■ DIRECTIONS
Restate the entries below exactly, and keep all images out of the answer.

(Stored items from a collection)

======

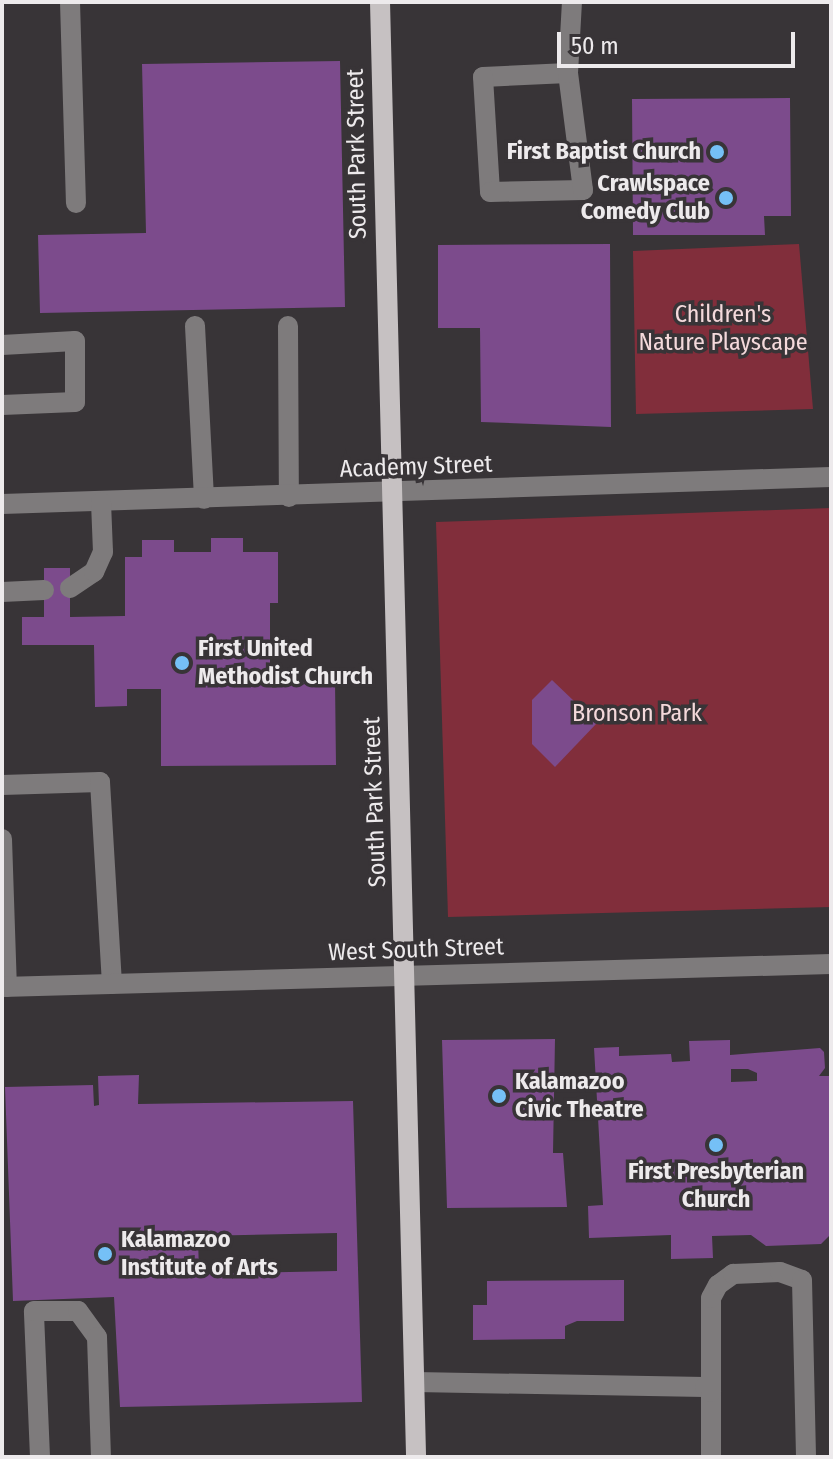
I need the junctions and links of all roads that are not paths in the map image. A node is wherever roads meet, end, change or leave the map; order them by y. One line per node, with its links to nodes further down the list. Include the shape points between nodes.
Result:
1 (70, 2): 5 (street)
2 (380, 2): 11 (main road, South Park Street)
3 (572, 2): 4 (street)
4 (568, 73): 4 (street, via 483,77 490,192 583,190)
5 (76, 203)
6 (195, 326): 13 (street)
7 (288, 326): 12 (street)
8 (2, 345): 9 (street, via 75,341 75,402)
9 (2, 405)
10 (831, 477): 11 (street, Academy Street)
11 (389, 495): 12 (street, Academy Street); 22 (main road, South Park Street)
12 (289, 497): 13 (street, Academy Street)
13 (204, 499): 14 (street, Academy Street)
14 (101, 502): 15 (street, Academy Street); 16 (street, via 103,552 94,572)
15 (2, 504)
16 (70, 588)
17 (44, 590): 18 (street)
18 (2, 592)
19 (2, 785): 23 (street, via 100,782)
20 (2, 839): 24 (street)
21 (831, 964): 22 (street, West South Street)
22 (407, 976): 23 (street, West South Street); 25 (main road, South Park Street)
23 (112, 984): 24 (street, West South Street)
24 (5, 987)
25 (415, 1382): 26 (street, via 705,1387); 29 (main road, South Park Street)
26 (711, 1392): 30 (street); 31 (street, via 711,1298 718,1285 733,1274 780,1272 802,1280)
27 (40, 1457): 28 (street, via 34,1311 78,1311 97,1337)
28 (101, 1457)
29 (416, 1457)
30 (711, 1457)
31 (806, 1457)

======

■ ANSWER TO THIS EXERCISE
I need the junctions and links of all roads that are not paths in the map image. A node is wherever roads meet, end, change or leave the map; order them by y. One line per node, with its links to nodes further down the list. Include the shape points between nodes.
Result:
1 (70, 2): 5 (street)
2 (380, 2): 11 (main road, South Park Street)
3 (572, 2): 4 (street)
4 (568, 73): 4 (street, via 483,77 490,192 583,190)
5 (76, 203)
6 (195, 326): 13 (street)
7 (288, 326): 12 (street)
8 (2, 345): 9 (street, via 75,341 75,402)
9 (2, 405)
10 (831, 477): 11 (street, Academy Street)
11 (389, 495): 12 (street, Academy Street); 22 (main road, South Park Street)
12 (289, 497): 13 (street, Academy Street)
13 (204, 499): 14 (street, Academy Street)
14 (101, 502): 15 (street, Academy Street); 16 (street, via 103,552 94,572)
15 (2, 504)
16 (70, 588)
17 (44, 590): 18 (street)
18 (2, 592)
19 (2, 785): 23 (street, via 100,782)
20 (2, 839): 24 (street)
21 (831, 964): 22 (street, West South Street)
22 (407, 976): 23 (street, West South Street); 25 (main road, South Park Street)
23 (112, 984): 24 (street, West South Street)
24 (5, 987)
25 (415, 1382): 26 (street, via 705,1387); 29 (main road, South Park Street)
26 (711, 1392): 30 (street); 31 (street, via 711,1298 718,1285 733,1274 780,1272 802,1280)
27 (40, 1457): 28 (street, via 34,1311 78,1311 97,1337)
28 (101, 1457)
29 (416, 1457)
30 (711, 1457)
31 (806, 1457)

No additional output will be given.